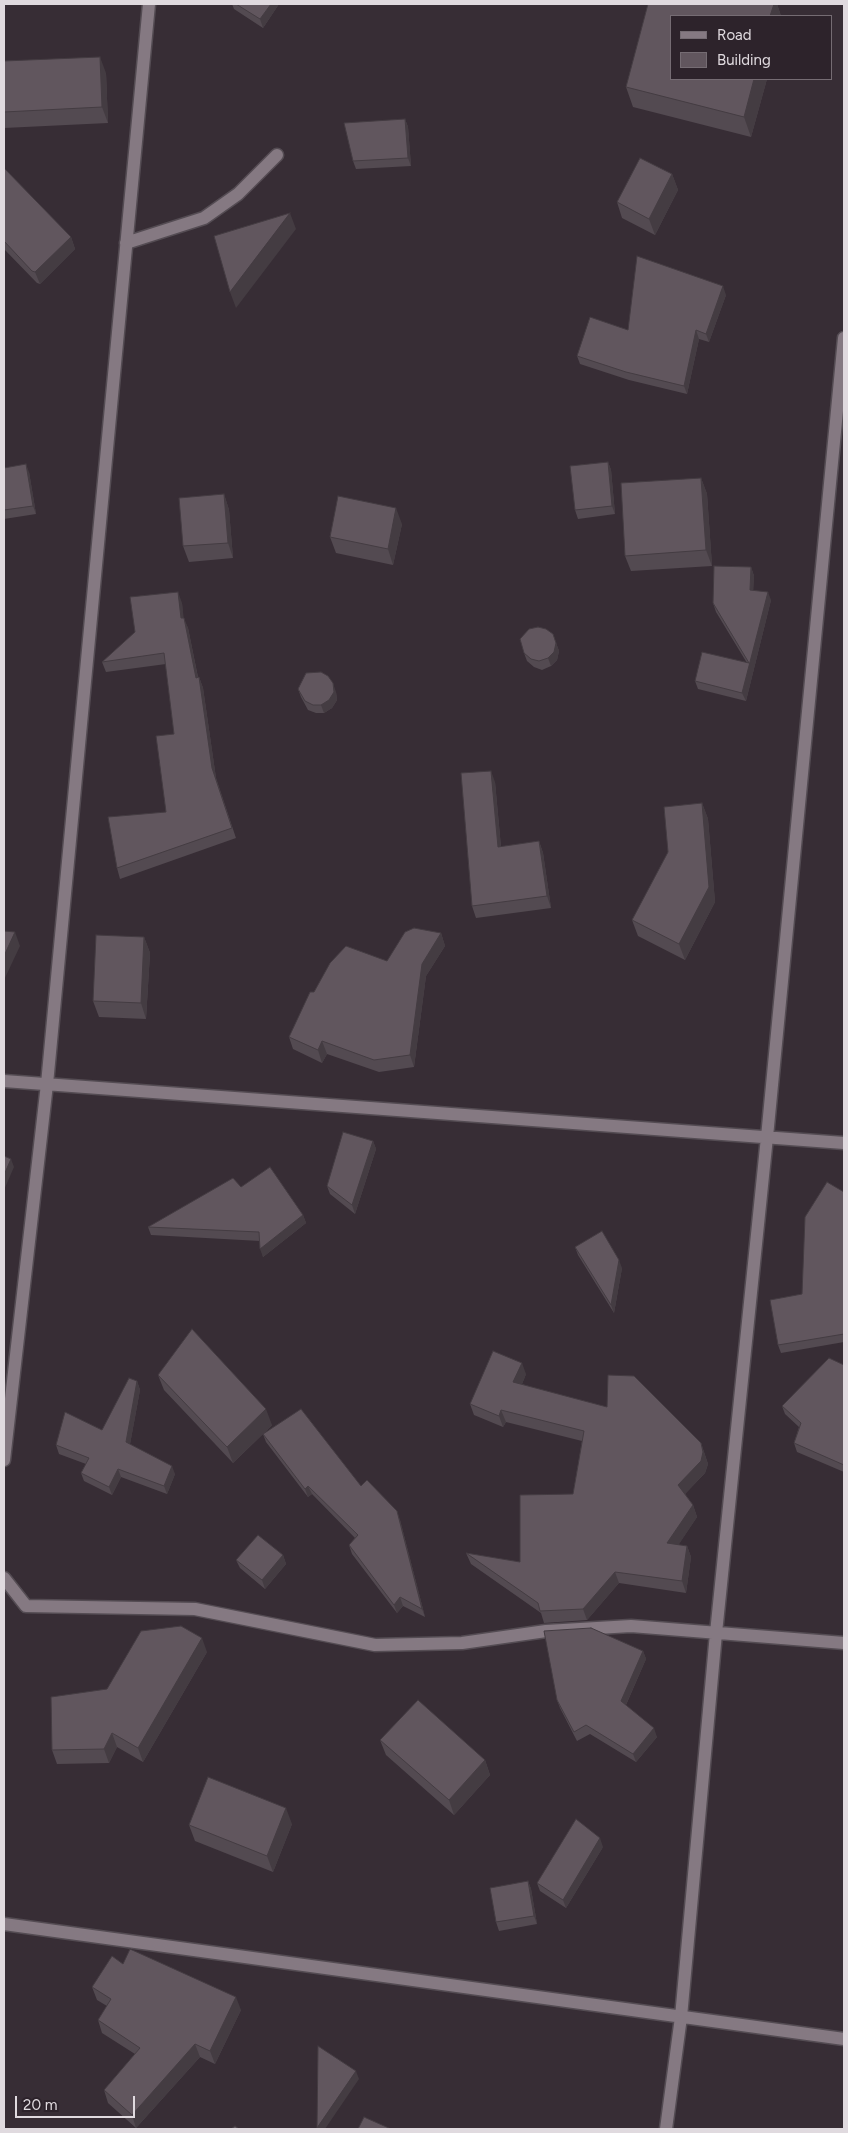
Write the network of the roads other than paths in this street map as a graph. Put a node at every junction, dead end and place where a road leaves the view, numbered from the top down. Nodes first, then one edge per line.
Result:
1 (149, 4) edge
2 (277, 155) dead end
3 (126, 244) junction
4 (844, 338) edge
5 (4, 1081) edge
6 (47, 1084) junction
7 (767, 1137) junction
8 (844, 1143) edge
9 (4, 1460) edge
10 (4, 1578) edge
11 (716, 1634) junction
12 (844, 1643) edge
13 (4, 1924) edge
14 (682, 2017) junction
15 (844, 2039) edge
16 (666, 2129) edge

1 - 3 street
2 - 3 street
3 - 6 street
4 - 7 street
5 - 6 street
6 - 7 street
6 - 9 street
7 - 8 street
7 - 11 street
10 - 11 street
11 - 12 street
11 - 14 street
13 - 14 street
14 - 15 street
14 - 16 street

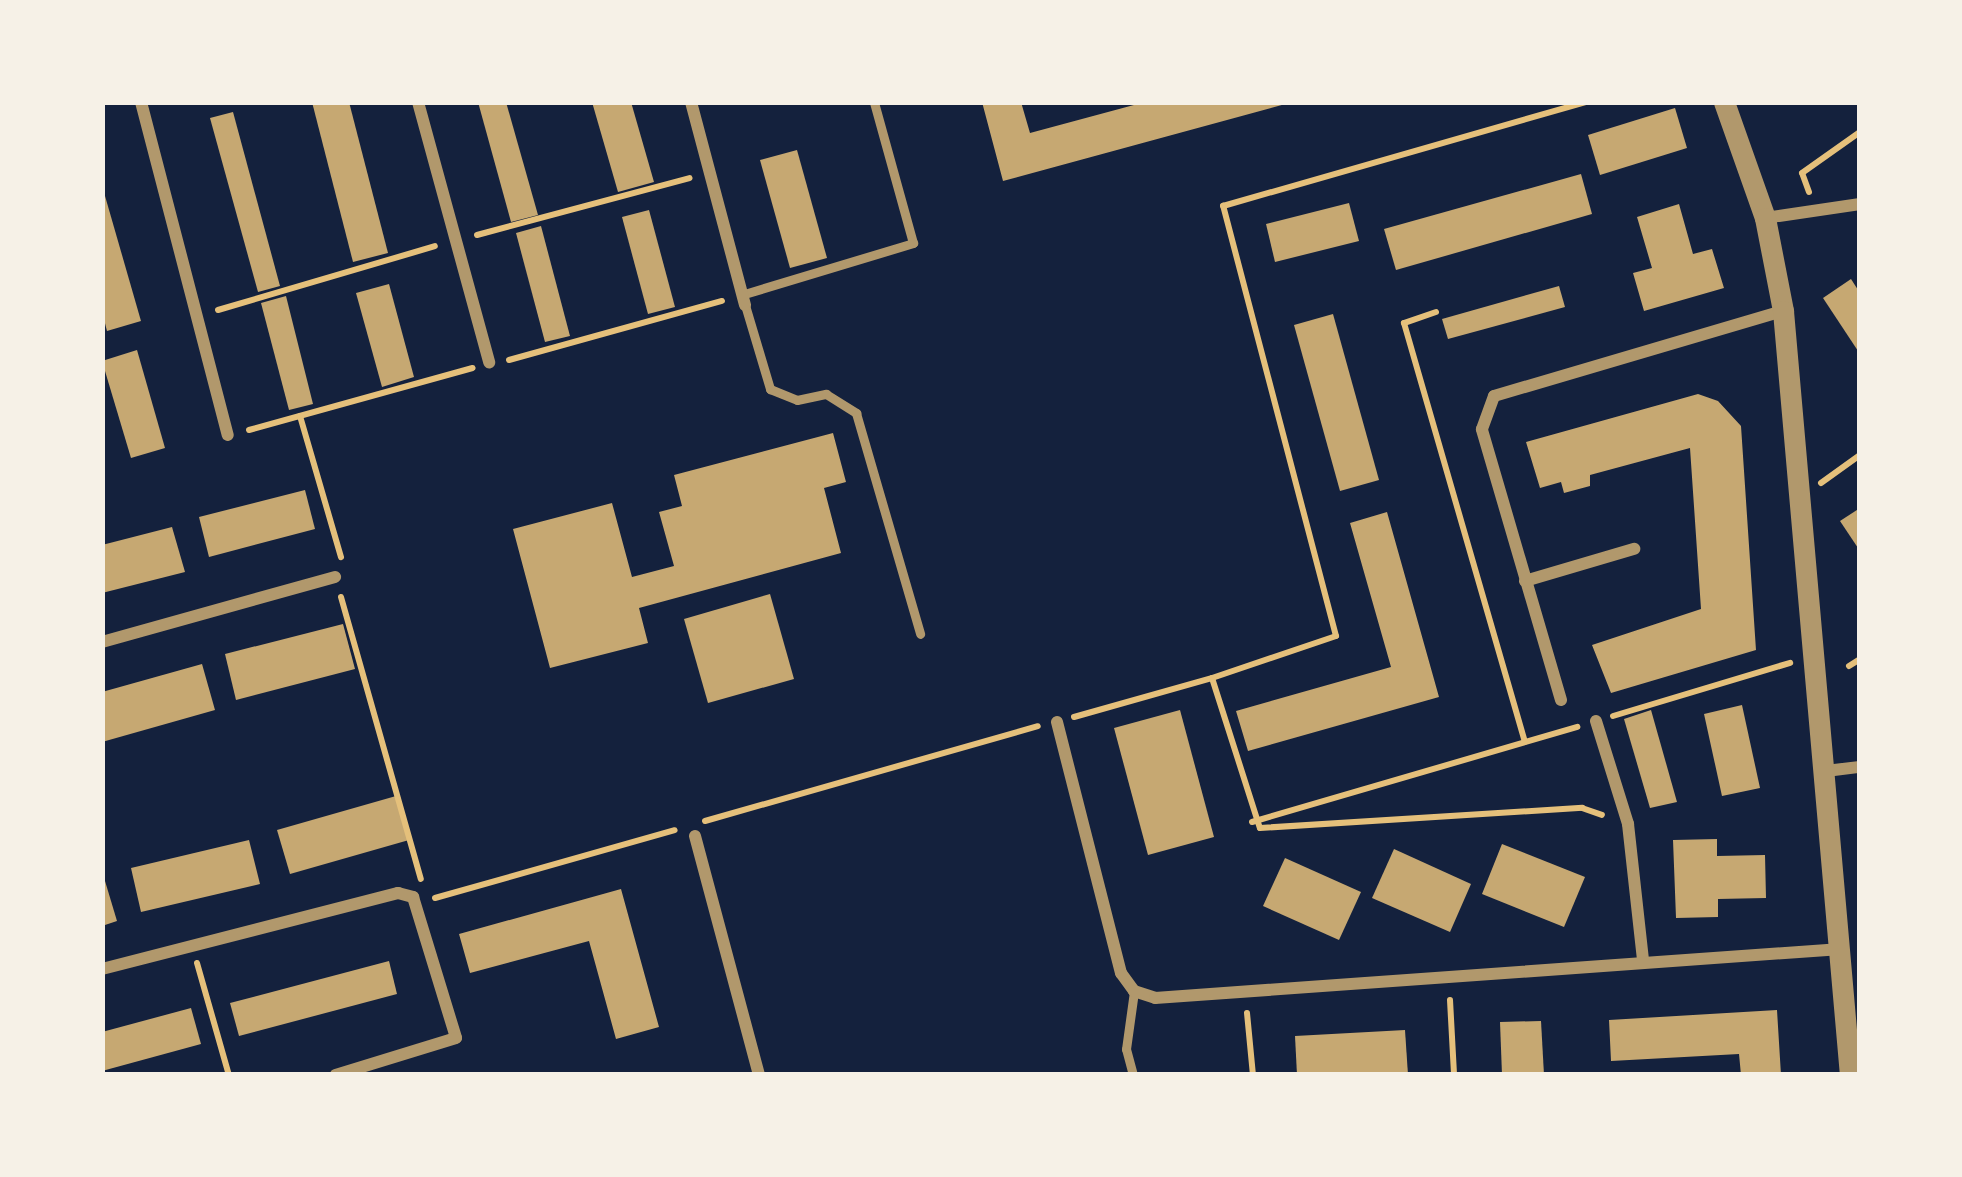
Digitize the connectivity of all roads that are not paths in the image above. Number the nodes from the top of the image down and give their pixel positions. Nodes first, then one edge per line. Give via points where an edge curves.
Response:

+ + + + + + +

Retype the full listing above precisely. Exclude each picture you find in it.

> [Answer box]:
Write the network of the roads other than paths in this street map as a graph. Put a node at every junction, dead end and place where a road leaves the view, numbered from the top down. Nodes first, then one edge per line.
Result:
1 (149, 4) edge
2 (277, 155) dead end
3 (126, 244) junction
4 (844, 338) edge
5 (4, 1081) edge
6 (47, 1084) junction
7 (767, 1137) junction
8 (844, 1143) edge
9 (4, 1460) edge
10 (4, 1578) edge
11 (716, 1634) junction
12 (844, 1643) edge
13 (4, 1924) edge
14 (682, 2017) junction
15 (844, 2039) edge
16 (666, 2129) edge

1 - 3 street
2 - 3 street
3 - 6 street
4 - 7 street
5 - 6 street
6 - 7 street
6 - 9 street
7 - 8 street
7 - 11 street
10 - 11 street
11 - 12 street
11 - 14 street
13 - 14 street
14 - 15 street
14 - 16 street

Digitize the connectivity of all roads that are not paths in the image above. Number the nodes from the top of the image down and give their pixel positions. Nodes first, then one edge per line. Give via points where an edge curves.
Response:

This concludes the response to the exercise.